Ketan explained that this overlap actually reflects established biology. “Testosterone and dehydroepiandrosterone are converted to estradiol in the body and act on the same receptors,” Ketan said. “Seeing common biological mechanisms reflected in brain patterns was one of the more interesting aspects of what we discovered.”
The magnitude of the connections between these hormones and the brain is also an important piece of the puzzle. “The central message is that adolescence is a sensitive period, where hormonal changes can reshape the brain even before physical development is visible,” Ketan explained. “Although our study does not directly measure behavior or clinical outcomes, it shows that these hormones actively organize brain systems central to emotion and visuospatial processing.”

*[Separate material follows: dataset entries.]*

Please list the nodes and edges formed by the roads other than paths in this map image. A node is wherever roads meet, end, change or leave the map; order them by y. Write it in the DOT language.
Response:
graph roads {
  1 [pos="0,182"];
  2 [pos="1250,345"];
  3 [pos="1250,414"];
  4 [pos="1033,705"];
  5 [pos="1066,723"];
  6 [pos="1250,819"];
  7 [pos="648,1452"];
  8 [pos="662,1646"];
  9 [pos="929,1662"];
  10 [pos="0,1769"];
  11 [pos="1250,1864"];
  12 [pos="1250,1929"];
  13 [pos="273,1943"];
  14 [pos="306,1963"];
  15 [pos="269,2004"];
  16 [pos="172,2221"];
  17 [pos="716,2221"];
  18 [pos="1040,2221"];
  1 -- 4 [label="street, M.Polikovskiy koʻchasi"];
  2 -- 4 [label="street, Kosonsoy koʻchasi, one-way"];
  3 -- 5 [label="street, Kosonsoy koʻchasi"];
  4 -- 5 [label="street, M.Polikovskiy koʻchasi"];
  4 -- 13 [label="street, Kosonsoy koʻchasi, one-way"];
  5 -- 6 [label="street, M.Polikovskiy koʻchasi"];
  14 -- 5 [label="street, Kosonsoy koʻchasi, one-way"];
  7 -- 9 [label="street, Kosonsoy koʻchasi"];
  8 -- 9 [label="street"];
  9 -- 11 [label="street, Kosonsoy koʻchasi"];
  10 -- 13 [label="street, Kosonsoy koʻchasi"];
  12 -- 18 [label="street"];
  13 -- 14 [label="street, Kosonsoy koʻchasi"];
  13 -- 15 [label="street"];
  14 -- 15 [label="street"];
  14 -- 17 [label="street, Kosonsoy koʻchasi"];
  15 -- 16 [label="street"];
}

Keetan noted that the statistical effect they found was small, which is common in hormone research because hormone levels can vary widely from person to person. Because of this high variability, large-scale studies are required to identify reliable biological patterns. “In short, puberty is about more than just visible physical changes,” Ketan added. “Key hormonal changes shape the brain, which in turn shapes behavior.”
As with all studies, there are some limitations that should be considered. “This study identifies an association, not establishes cause and effect,” Ketan noted. “It is also noteworthy that we examined the relationship between hormones and the brain at a single point in time, rather than following individuals longitudinally, so we cannot yet speak to how these patterns unfold over development.”
Because age and puberty occur at the same time, it can be difficult to distinguish between changes caused by hormones, especially those that occur naturally as a child grows. “These findings are best read as an early contribution to understanding how hormones shape the adolescent brain, rather than as a complete picture,” Ketan said. “Further research is needed to translate these brain-level findings into specific behavioral or clinical outcomes.”
Another limitation is that the researchers studied only women. The scientists did not measure estradiol in men in the broader study, so they could not compare both sexes. Future studies should include both men and women to see if these hormone-brain relationships apply universally.
Looking to the future, the researchers hope to build on this work by examining how biology and life experience intersect. “Gathering non-invasive hormonal data from adolescents is very difficult, which is part of the reason why research in this area remains underpowered,” Ketan said. “My broader goal is to understand not only how hormone levels change during adolescence, but also how those changes interact with environmental factors such as stress and adversity and physical development to shape the brain and mental health over time.”
Ketan is particularly interested in what causes individual differences, and in particular why some young people are more vulnerable while others are more resilient. “My own research points to two further layers of complexity. One is that the timing and pace at which hormones rise above their absolute levels is important, and the other is that how hormones fluctuate over the month varies from person to person in ways that seem to be related to suitability and risk,” Ketan explained. “Ultimately, we hope this line of research will help identify early biological markers that indicate who is most at risk before problems become apparent.”
The study, “Puberty Hormones and the Female Brain in Early Adolescence: A Diverse Brain MRI Study,” was authored by Muskan Khetan, Nandita Vijahakumar, Ye Ella Tian, Megan M Herting, Michele O’Connell, Marc Seal, and Sarah Whittle.